We left early to catch Sun Ra Arkestra. It’s not really fair for me to comment on them as I have a strong aversion to jazz, needless to say it didn’t flick my switch. We had a short break before seeing Roll The Dice and that’s when things started to go really strange.

Day 2 Part 2 : Freaky Dancing

I saw the Psychic Paramount next and they played a swirly psychedelic blues fug. Bitch Magnet were moody and unsettling but the highlight of the night was Underground Resistance. Apologies for the crappy footage but I was bouncing up and down to Mirage, personal favourite of mine. Techno Techno Techno 🙂

I’ve just returned from the latest Nightmare Before Christmas ATP event and I have to say that it was the best one I’ve been to so far.

I was a bit worried that it wouldn’t go ahead as the Jeff Mangum event which was scheduled for the weekend before was cancelled. There is an interview with David Yow on emusic.com where he says that ATP had made a loss at the I’ll Be Your Mirror event and were advised by their accountants to postpone the event till March. It would be a shame if ATP winds up bankrupt, there really is no festival like it. If you’ve not been then go! goddamit. Tickets are still available for the March event.

Les Savy Fav, Battles and Caribou curated a night each and this led to a varied mix of music. Maybe I was lucky in the bands I chose to see but there was no filler and all put in good performaces. I’m pretty sure I spotted William Bennet of Cut Hands and Whitehouse at some of the shows.

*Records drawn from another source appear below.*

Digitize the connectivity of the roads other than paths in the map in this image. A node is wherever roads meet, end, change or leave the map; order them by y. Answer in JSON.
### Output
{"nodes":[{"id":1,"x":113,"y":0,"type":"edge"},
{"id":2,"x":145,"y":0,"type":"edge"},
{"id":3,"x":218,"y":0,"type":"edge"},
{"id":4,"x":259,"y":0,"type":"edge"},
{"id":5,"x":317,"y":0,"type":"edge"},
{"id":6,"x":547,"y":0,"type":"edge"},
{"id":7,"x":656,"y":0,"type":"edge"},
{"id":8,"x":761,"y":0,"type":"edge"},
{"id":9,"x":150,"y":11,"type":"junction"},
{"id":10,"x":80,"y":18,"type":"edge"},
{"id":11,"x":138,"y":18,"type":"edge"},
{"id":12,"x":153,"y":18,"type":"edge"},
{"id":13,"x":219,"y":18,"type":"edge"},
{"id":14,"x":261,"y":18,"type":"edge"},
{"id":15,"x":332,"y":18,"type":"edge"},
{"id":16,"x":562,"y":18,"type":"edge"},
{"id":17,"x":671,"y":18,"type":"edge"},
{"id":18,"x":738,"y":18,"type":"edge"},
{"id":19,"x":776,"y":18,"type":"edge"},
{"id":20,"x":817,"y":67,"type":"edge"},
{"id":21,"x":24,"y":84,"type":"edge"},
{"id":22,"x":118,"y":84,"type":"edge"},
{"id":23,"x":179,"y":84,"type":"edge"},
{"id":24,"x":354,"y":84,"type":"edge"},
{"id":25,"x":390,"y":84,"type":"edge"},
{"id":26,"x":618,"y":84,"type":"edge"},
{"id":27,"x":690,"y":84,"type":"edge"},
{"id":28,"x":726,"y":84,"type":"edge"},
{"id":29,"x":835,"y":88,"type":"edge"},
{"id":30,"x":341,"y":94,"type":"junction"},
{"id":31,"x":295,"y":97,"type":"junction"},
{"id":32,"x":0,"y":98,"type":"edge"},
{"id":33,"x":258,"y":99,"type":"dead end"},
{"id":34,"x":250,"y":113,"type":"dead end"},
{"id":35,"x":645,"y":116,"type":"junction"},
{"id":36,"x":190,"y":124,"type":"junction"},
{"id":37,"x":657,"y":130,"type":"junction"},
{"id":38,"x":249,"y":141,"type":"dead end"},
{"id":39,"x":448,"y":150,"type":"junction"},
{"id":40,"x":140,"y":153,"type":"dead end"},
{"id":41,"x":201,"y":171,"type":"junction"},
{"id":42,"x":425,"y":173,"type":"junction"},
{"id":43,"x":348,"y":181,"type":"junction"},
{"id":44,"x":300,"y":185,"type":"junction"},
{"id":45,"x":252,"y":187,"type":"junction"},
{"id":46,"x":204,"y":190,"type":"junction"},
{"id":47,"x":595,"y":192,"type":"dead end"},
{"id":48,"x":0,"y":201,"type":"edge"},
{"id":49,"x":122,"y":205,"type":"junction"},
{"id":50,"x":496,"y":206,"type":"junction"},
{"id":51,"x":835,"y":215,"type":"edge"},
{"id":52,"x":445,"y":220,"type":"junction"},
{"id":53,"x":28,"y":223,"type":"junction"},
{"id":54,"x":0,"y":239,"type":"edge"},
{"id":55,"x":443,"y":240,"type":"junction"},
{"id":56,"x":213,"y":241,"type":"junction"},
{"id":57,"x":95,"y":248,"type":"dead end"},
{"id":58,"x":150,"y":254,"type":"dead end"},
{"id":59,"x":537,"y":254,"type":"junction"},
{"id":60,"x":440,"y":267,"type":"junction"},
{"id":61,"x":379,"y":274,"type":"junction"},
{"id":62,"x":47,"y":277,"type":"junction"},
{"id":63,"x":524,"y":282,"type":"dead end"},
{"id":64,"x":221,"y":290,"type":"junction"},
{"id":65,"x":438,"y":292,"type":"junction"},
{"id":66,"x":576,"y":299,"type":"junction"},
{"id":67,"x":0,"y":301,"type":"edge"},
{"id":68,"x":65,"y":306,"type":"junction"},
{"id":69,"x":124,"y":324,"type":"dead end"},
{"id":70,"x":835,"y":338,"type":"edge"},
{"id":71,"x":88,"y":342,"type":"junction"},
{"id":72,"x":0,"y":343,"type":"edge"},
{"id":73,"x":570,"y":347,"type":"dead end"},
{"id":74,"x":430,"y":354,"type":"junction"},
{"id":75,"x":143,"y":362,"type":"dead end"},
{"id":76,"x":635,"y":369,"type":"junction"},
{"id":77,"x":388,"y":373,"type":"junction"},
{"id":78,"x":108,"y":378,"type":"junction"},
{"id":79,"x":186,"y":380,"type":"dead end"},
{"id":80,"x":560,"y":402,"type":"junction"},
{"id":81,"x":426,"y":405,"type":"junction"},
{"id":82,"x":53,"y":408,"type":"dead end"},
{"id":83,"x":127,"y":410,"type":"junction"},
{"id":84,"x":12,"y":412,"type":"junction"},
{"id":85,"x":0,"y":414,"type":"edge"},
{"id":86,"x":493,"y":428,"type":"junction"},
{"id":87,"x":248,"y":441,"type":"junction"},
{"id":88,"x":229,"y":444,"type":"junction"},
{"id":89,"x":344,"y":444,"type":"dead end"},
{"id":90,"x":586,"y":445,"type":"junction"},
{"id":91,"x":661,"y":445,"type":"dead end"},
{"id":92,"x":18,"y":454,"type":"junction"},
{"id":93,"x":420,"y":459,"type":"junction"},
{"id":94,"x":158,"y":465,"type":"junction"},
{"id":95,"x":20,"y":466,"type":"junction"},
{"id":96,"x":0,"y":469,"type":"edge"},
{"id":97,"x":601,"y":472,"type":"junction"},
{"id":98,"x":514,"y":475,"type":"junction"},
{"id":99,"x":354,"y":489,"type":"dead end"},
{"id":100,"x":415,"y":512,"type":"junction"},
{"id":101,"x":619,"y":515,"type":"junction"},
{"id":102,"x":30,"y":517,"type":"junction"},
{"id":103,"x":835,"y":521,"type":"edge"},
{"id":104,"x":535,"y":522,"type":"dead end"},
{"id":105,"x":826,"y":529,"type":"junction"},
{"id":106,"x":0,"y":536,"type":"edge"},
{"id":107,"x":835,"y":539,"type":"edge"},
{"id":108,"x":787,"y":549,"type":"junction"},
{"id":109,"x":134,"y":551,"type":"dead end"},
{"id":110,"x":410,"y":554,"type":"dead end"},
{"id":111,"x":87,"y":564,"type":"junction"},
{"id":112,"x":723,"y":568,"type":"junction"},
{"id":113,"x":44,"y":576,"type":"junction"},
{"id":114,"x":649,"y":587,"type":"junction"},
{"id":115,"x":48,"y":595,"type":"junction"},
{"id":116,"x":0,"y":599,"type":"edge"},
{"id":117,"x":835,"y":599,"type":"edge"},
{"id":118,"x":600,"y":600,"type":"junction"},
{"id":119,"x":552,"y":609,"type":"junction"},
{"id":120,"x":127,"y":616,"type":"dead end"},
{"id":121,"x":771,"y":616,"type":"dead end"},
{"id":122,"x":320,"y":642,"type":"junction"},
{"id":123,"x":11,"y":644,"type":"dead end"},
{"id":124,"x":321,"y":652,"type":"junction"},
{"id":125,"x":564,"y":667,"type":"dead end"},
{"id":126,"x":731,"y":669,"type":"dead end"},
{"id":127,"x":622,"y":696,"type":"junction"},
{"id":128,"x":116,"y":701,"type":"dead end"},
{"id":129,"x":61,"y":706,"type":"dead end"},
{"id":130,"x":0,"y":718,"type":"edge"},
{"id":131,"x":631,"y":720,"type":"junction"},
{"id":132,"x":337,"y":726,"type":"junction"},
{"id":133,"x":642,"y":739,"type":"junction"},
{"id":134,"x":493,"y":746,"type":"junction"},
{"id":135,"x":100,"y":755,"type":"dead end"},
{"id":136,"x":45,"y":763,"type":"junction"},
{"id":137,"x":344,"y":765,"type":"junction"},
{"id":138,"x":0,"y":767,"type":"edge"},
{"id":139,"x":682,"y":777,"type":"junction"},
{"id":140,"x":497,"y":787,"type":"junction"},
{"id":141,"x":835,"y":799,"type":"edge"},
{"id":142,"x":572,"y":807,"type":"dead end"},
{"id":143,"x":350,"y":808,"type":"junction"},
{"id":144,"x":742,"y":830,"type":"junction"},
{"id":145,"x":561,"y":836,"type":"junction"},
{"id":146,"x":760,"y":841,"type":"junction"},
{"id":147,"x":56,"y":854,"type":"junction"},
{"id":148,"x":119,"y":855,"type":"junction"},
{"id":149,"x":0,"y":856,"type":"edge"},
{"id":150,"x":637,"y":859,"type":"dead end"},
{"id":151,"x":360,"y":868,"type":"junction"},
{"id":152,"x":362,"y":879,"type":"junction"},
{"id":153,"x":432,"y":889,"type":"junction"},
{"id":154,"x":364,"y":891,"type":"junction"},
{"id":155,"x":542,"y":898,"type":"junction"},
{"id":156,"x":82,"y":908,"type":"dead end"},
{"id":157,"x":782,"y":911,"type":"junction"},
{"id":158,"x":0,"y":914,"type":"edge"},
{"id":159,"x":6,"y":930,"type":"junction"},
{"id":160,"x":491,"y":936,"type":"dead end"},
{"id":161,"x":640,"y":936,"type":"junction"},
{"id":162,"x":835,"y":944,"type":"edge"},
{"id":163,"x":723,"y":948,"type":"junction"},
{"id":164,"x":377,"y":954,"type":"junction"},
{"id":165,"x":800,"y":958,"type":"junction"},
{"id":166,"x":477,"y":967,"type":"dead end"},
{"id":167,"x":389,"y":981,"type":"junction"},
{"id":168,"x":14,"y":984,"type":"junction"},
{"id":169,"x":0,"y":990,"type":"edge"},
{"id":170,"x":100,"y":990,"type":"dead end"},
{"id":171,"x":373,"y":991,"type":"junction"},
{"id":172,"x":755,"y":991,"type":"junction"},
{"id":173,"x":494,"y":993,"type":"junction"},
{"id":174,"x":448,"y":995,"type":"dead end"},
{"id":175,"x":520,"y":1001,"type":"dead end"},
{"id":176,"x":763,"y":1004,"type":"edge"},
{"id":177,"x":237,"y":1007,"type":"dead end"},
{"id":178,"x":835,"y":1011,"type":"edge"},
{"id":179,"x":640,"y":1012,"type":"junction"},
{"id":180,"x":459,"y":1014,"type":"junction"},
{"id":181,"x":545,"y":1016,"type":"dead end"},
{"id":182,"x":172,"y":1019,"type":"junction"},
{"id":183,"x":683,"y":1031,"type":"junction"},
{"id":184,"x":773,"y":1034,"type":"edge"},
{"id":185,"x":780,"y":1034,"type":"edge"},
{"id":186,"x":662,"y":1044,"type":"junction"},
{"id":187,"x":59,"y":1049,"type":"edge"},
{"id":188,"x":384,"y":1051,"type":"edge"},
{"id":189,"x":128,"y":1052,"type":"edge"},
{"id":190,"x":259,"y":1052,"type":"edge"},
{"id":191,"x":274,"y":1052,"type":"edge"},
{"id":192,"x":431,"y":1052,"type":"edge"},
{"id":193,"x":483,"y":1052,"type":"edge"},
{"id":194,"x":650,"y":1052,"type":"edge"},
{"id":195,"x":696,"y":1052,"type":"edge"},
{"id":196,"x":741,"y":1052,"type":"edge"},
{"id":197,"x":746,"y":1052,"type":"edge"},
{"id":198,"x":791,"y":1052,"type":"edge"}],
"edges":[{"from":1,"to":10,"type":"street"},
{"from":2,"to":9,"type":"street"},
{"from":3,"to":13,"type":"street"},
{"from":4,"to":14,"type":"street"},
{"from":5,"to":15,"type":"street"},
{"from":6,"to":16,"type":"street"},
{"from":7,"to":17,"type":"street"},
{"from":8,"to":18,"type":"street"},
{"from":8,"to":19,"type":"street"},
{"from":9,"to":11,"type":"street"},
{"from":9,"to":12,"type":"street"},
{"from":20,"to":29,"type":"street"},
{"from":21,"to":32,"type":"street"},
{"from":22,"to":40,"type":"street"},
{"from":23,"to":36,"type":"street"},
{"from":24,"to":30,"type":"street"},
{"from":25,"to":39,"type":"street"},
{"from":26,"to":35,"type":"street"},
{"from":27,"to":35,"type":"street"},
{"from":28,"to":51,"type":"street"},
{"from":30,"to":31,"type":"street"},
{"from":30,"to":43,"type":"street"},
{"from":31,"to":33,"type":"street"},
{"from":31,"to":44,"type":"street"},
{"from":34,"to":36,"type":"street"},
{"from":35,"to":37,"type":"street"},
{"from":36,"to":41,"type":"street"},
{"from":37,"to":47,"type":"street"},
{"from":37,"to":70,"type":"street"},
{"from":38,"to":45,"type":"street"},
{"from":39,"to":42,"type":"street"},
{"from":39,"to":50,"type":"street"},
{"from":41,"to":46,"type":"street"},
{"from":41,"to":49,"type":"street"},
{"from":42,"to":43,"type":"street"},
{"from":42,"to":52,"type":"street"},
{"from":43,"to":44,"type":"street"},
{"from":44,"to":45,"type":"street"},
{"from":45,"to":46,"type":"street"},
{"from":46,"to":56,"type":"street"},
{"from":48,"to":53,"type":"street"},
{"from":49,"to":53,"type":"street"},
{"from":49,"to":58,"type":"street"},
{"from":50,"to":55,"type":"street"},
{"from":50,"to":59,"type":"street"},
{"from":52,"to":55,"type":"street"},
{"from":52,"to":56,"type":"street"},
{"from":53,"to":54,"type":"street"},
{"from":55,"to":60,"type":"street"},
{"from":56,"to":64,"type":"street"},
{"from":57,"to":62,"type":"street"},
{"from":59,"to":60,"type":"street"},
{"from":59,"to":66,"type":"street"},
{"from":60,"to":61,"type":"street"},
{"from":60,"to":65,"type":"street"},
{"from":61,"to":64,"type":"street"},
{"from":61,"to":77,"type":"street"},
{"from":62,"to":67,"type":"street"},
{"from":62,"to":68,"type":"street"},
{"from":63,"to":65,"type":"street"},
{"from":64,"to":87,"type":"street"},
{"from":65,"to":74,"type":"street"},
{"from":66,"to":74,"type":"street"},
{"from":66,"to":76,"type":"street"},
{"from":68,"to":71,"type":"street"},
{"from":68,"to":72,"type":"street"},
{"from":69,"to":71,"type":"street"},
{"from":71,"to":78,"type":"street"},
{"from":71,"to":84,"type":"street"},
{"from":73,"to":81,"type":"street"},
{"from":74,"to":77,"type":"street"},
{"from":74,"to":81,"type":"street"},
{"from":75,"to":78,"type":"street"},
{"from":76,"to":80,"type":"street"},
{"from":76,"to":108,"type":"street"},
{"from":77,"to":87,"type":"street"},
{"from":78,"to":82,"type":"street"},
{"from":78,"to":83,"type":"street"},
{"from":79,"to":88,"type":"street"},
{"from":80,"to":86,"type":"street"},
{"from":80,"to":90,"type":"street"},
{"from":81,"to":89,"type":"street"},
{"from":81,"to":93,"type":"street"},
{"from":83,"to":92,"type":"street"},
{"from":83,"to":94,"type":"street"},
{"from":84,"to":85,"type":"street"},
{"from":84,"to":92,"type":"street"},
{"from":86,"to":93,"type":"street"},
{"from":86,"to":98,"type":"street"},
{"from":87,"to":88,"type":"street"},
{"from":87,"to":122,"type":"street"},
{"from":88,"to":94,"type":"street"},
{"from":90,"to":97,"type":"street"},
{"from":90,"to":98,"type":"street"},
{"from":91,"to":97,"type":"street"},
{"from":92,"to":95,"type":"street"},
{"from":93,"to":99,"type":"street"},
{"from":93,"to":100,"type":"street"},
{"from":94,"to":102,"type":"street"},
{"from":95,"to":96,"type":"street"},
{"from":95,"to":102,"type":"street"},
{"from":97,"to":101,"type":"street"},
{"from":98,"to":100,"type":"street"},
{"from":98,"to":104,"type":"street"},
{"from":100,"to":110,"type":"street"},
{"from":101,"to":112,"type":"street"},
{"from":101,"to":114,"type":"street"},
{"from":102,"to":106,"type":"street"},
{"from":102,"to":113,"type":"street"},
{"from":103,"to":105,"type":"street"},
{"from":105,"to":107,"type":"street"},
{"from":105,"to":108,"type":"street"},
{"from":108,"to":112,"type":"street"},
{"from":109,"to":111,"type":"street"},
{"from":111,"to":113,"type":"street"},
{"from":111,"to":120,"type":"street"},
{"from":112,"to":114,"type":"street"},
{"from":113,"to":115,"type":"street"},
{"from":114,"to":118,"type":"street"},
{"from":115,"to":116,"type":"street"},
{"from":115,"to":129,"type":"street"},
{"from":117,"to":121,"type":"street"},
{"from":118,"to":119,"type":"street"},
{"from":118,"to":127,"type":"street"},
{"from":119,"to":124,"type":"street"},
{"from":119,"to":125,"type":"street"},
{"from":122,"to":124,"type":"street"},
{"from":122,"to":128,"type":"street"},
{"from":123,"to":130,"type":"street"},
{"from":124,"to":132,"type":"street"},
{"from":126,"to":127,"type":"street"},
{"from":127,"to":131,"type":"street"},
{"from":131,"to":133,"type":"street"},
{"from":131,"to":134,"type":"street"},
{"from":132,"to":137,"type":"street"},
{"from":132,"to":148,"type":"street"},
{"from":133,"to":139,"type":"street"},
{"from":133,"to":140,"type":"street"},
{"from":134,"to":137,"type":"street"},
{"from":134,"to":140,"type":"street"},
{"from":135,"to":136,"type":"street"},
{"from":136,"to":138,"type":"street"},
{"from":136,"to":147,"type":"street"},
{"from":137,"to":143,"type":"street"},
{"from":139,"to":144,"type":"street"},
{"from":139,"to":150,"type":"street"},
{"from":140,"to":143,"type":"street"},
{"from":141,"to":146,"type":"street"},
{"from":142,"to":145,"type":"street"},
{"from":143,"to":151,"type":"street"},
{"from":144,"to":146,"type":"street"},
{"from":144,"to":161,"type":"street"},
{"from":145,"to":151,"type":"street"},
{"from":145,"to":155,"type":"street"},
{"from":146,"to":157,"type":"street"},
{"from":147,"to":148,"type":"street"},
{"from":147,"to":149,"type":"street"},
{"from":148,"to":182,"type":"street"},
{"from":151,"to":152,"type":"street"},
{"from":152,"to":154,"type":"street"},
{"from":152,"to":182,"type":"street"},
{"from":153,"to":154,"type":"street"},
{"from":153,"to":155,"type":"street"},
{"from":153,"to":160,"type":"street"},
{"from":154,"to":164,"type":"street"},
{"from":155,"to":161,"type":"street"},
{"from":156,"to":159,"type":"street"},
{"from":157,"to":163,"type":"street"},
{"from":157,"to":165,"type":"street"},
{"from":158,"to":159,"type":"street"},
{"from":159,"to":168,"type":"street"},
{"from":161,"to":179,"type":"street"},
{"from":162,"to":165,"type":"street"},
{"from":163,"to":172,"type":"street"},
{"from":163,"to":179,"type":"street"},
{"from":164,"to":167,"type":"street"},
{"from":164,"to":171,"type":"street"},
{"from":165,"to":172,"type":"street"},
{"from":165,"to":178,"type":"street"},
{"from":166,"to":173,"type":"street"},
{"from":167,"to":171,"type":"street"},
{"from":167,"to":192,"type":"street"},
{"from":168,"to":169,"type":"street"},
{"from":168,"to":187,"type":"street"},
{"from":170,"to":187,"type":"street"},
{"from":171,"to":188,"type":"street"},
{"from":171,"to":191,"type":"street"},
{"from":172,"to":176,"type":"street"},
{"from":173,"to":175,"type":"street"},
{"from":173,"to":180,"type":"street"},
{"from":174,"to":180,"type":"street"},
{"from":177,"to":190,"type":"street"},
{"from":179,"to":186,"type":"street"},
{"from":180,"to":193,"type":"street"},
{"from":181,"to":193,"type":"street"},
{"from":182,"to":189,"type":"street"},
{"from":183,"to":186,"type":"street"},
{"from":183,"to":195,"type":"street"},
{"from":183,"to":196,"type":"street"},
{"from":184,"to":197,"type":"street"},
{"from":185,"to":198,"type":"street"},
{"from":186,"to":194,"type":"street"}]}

Unfortunately the curse of Butlin’s ever diminishing standard of accommodation  struck again. After a long drive to Minehead we got to our room to discover a tiny box room with one [supposedly] double bed. However, after getting no help from the Butlin’s staff the very nice ATP staff upgraded our room to a four berth apartment with a kitchen.

I will post up some video clips as the day goes on but apologies in advance, they are a bit ropey, partly because I was trying to dance and film at the same time. Also by day three I was very very “refreshed” so in the end couldn’t be arsed to try and film and just danced like a chimp with an itchy arse.